By time I’m taking my wetsuit off – whenever that is – all I’m really doing is taking off the bottom part of the wetsuit, from the waist down. I’ve already peeled off the top immediately after standing up in the water, and starting my run in from the shoreline. It helps to know in advance where the pull cord is, so that you’re not searching for it as you’re running. Some wetsuits have a little hook-and-loop piece attached to the suit, and to the end of the pull cord, for that purpose. I get my wetsuit off during the run up as far as I can, as far down my hips as I can. In the beginning, we put 18” zippers in our wetsuits, but we eventually migrated to 20” and even 22” in taller sizes so that the zipper would extend down past the waist. If it’s a form-fitting suit – ours were – and the zipper isn’t long enough it’s hard to pop the suit over your hips.
Once I get to stable dry land I stop and pull the suit down my thighs, trying not to let the rubber bunch up. Step on your suit with one foot while you pull your foot out of the wetsuit leg. You may need to step, pull your foot up, step on the suit again, pull your foot up one more time. Then the same with the other leg, and then you carry your wetsuit to transition. One nice thing about getting out of your wetsuit early is that you also have time to dry off a little before you get onto the bike.
Some folks advocate cutting a bit of the ankle off the wetsuit, making that exit hole bigger, so that your foot can get through it more easily. Okay. I don’t find that’s necessary, but I get the idea, and it does work. However if you do this you’re cutting off some pretty prime flotation. If you have a wetsuit that has a lot of 5mm rubber all the way to the ankle, you can get away with cutting some of that off (and perhaps you could cut this at an angle, so that it’s cut higher in the calf area, but you leave more rubber on the front of your leg). But if your wetsuit is designed with thinner rubber from the knees down, then cutting that wetsuit’s legs means you have even less rubber to float your legs.
I wouldn’t cut the rubber off your wetsuit’s legs until I knew that I needed to do that in order to get out of the wetsuit quickly.

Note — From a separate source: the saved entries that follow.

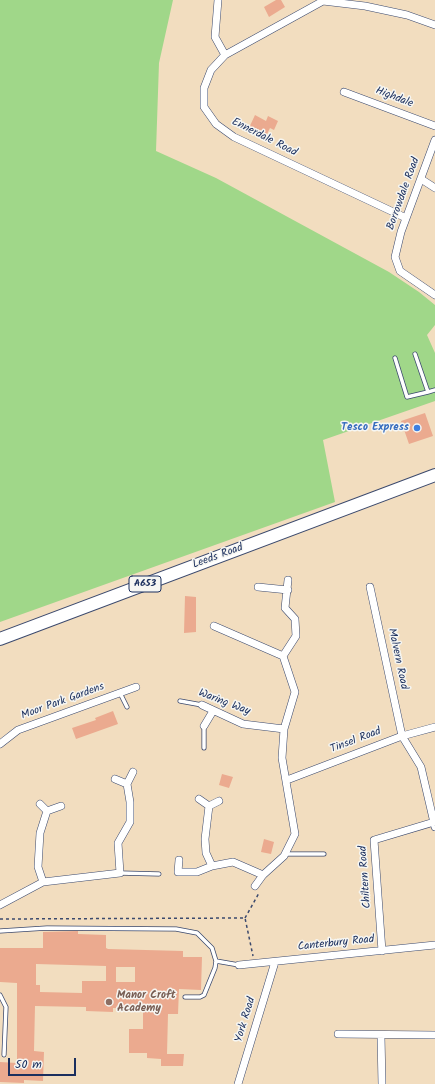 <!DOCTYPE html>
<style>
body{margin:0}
#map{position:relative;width:435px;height:1084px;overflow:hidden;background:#f2ddbf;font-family:Kalam,sans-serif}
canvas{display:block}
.scale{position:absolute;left:8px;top:1058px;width:68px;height:18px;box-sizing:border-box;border:2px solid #1b2f5e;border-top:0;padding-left:5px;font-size:12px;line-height:14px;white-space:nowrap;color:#1b2f5e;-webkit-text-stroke:3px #f6f6f2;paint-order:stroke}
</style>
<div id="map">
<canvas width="435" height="1084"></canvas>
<div class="scale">50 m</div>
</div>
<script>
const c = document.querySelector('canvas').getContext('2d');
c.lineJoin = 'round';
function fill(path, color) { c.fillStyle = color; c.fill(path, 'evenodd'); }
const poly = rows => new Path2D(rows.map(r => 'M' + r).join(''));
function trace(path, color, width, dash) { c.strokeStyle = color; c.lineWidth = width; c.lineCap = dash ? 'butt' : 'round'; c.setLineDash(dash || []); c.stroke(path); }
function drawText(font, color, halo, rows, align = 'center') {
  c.font = font + ' Kalam,sans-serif'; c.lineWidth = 3; c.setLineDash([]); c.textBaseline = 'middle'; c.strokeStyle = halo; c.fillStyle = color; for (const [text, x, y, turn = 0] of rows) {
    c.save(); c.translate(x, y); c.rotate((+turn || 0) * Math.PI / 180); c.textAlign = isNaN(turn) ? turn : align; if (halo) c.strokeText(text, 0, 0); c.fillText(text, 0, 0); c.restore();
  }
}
fill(poly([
 [0,0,173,0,159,63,156,151,216,178,389,272,419,292,435,305,435,325,427,335,435,353,435,401,323,440,335,502,0,622]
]), '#a0d789');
fill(poly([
 [276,0,281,0,285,7,269,17,264,7],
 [255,115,266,121,268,116,278,121,274,130,270,128,265,138,248,130],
 [425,413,433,436,409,444,401,421],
 [185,596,196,597,196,632,184,633],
 [113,711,118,724,76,739,72,728,96,720,95,718],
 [222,774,233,777,229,788,219,785],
 [264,839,274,842,271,854,261,852],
 [78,931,78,934,106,935,106,948,108,949,183,951,183,957,202,957,201,990,179,989,178,1014,168,1014,167,1054,184,1054,183,1066,161,1066,161,1059,147,1058,147,1053,129,1053,129,1029,143,1029,143,1009,113,1008,113,1012,86,1011,86,1007,35,1006,34,1051,44,1052,43,1081,24,1080,24,1083,0,1082,0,1062,17,1063,17,983,0,982,0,948,43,948,43,932],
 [36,964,106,966,106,981,82,981,82,993,40,992,40,985,36,985],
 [116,967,135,967,135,982,116,982]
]), '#ebaa8f');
const lane = poly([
 [415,354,428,392,435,390],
 [395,358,407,397,428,392],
 [120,693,127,707],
 [180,701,202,705],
 [204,726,204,748],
 [286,854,324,854],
 [120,873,159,874],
 [0,931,47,928,176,929,197,933,212,948,216,961,215,968,204,995,200,997,185,997],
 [216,961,239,965],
 [0,995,6,1007,4,1055]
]);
const street = poly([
 [218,0,215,37,225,55],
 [344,92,435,126],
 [435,140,401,232,395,257,400,271,435,295],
 [421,179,435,188],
 [406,218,234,137,216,124,204,107,204,88,211,70,225,55,323,1,365,6,407,15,435,25],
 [258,587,288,590],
 [370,587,402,736,421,767,435,827],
 [214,626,283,656],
 [202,705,243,724,284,729],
 [204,726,213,711],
 [0,744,18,730,136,687],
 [115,779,127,784],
 [287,780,402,736,435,727],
 [199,799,209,806],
 [219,801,209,806,205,839,206,853,212,866,233,862,263,875],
 [40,804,47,811,61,806],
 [179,860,178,872,197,872,212,866],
 [43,882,38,867,40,833,47,811],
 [255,886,263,875,284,856,295,834,282,758,284,729,295,692,283,656,296,636,295,619,285,608,288,580],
 [0,905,43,882,120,873,118,843,130,822,130,802,127,784,133,772],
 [382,951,374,840,434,822],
 [239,965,435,945],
 [338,1034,435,1035],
 [381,1036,382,1084],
 [238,1084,275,962]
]);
const primary = poly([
 [0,639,435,475]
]);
trace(lane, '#3b496d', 5);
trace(street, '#3b496d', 8);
trace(primary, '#3b496d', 14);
trace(poly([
 [245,918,259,893],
 [0,919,245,918,253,956]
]), '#3b496d', 1.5, [3, 3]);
trace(lane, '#fff', 3.5);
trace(street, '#fff', 7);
trace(primary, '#fff', 12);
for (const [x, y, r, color] of [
 [417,428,4,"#3f7fe0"],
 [109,1002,4,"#8d6e63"]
]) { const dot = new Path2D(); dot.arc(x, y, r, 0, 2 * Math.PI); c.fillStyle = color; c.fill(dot); trace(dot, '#f6f6f2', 1.5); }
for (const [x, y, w] of [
 [145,584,32]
]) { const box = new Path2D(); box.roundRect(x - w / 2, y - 8, w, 16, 3); c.fillStyle = '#f6f6f2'; c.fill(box); trace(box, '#1b2f5e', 1); }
drawText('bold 10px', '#1b2f5e', null, [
 ["A653",145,584]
]);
drawText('11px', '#1b2f5e', '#f6f6f2', [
 ["Highdale",394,98,21],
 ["Ennerdale Road",264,138,27],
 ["Borrowdale Road",404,194,-70],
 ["Leeds Road",218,557,-20],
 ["Malvern Road",397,659,78],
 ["Moor Park Gardens",63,702,-20],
 ["Waring Way",224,703,21],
 ["Tinsel Road",356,741,-21],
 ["Chiltern Road",366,877,-94],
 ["Canterbury Road",336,944,-6],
 ["York Road",246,1020,-73]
]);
drawText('bold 11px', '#366cbe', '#f6f6f2', [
 ["Tesco Express",409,428]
], 'right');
drawText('bold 11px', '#785e54', '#f6f6f2', [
 ["Manor Croft",117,996],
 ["Academy",117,1009]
], 'left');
</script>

When do you choose to not wear a wetsuit, because the time to take it off is more of a penalty than the time you earn wearing it? Probably a swim of 400 meters is the over/under. Yes, you take the top part of your suit off, down to your waist, while you’re running. But I suspect you still lose at least 3, and as many as 5, seconds versus running toward transition without any wetsuit on. Then, the act of taking the wetsuit off from the waist dow, is worth 5 seconds for real pros, and 15 seconds for the average Joe. That means, for most of us, it takes a total of about 20 seconds to get out of a fullsuit. If you earn about 7 seconds of time savings for every 100 meters you swim, then you’d lose about 28 seconds if you swam that 400 meters without a wetsuit. This math would make the over/under about even at 300 meters, but all things equal I’d rather just not swim in the wetsuit if I’m going to neither gain nor lose time. Therefore, 400 meters it is. If it’s a 400 meter swim, as short as that swim is I’m probably faster wearing a wetsuit even if I have to factor into my overall time taking the wetsuit off.